(Dataset entries)
-=-=-=-=-

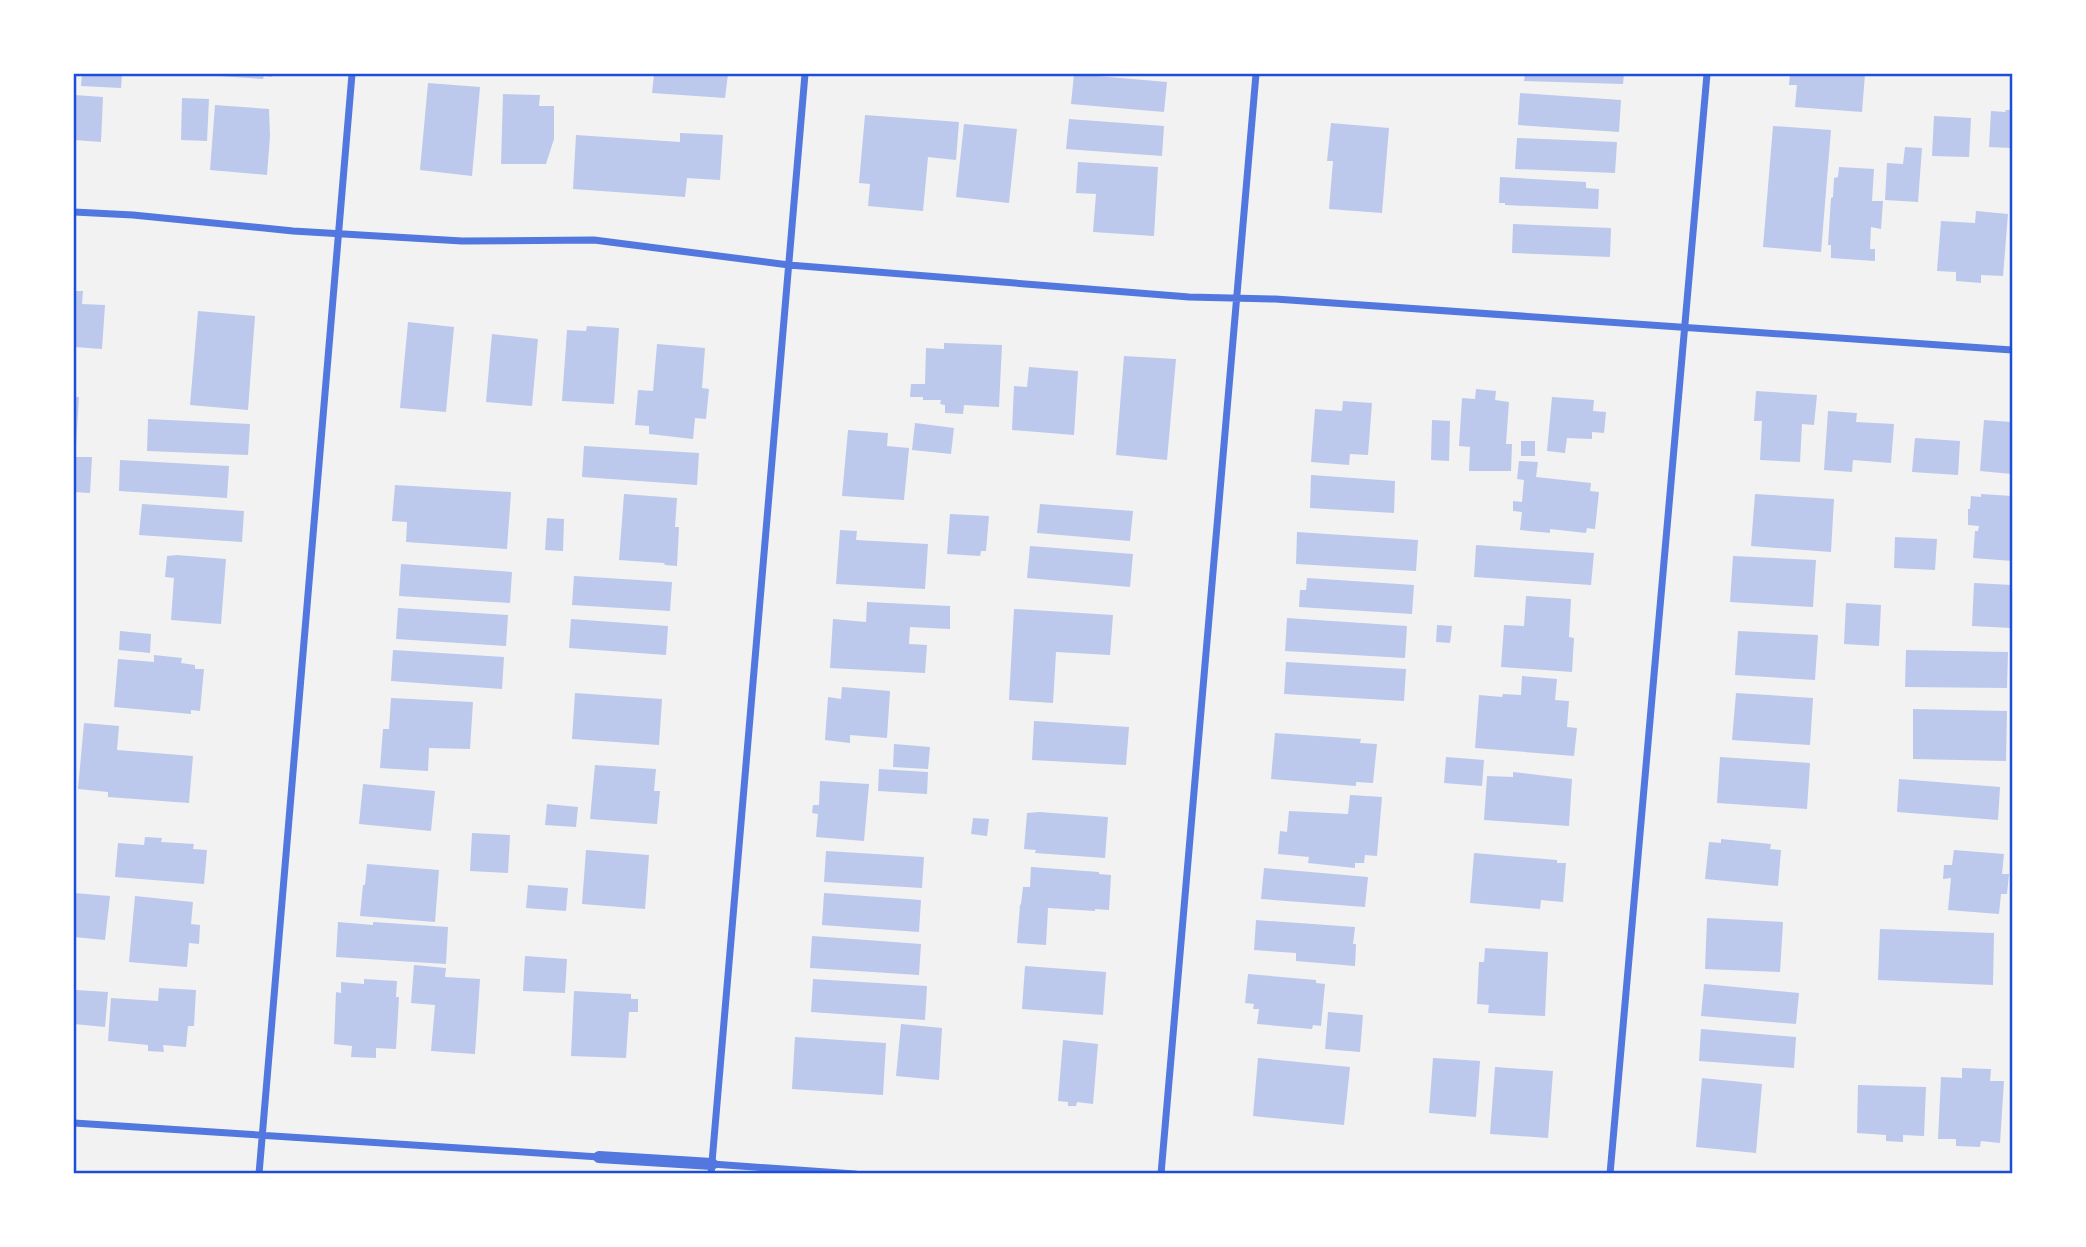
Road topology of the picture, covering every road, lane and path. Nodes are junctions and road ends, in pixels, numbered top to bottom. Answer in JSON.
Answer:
{"nodes":[{"id":1,"x":352,"y":74,"type":"edge"},
{"id":2,"x":805,"y":74,"type":"edge"},
{"id":3,"x":1256,"y":74,"type":"edge"},
{"id":4,"x":1707,"y":74,"type":"edge"},
{"id":5,"x":74,"y":212,"type":"edge"},
{"id":6,"x":338,"y":234,"type":"junction"},
{"id":7,"x":789,"y":265,"type":"junction"},
{"id":8,"x":1237,"y":297,"type":"junction"},
{"id":9,"x":1685,"y":327,"type":"junction"},
{"id":10,"x":2012,"y":350,"type":"edge"},
{"id":11,"x":74,"y":1123,"type":"edge"},
{"id":12,"x":262,"y":1135,"type":"junction"},
{"id":13,"x":599,"y":1157,"type":"joint"},
{"id":14,"x":711,"y":1169,"type":"edge"},
{"id":15,"x":259,"y":1174,"type":"edge"},
{"id":16,"x":855,"y":1174,"type":"edge"},
{"id":17,"x":1161,"y":1174,"type":"edge"},
{"id":18,"x":1610,"y":1174,"type":"edge"}],
"edges":[{"from":1,"to":6,"type":"street"},
{"from":2,"to":7,"type":"street"},
{"from":3,"to":8,"type":"street"},
{"from":4,"to":9,"type":"street"},
{"from":5,"to":6,"type":"street"},
{"from":6,"to":7,"type":"street"},
{"from":6,"to":12,"type":"street"},
{"from":7,"to":8,"type":"street"},
{"from":7,"to":14,"type":"street"},
{"from":8,"to":9,"type":"street"},
{"from":8,"to":17,"type":"street"},
{"from":9,"to":10,"type":"street"},
{"from":9,"to":18,"type":"street"},
{"from":11,"to":12,"type":"street"},
{"from":12,"to":13,"type":"street"},
{"from":12,"to":15,"type":"street"},
{"from":13,"to":14,"type":"street"},
{"from":14,"to":16,"type":"street"}]}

-=-=-=-=-

* [EXERCISE]
State only the number of lines above that contain the word "Answer".

* [RESPONSE TO THE TASK]
2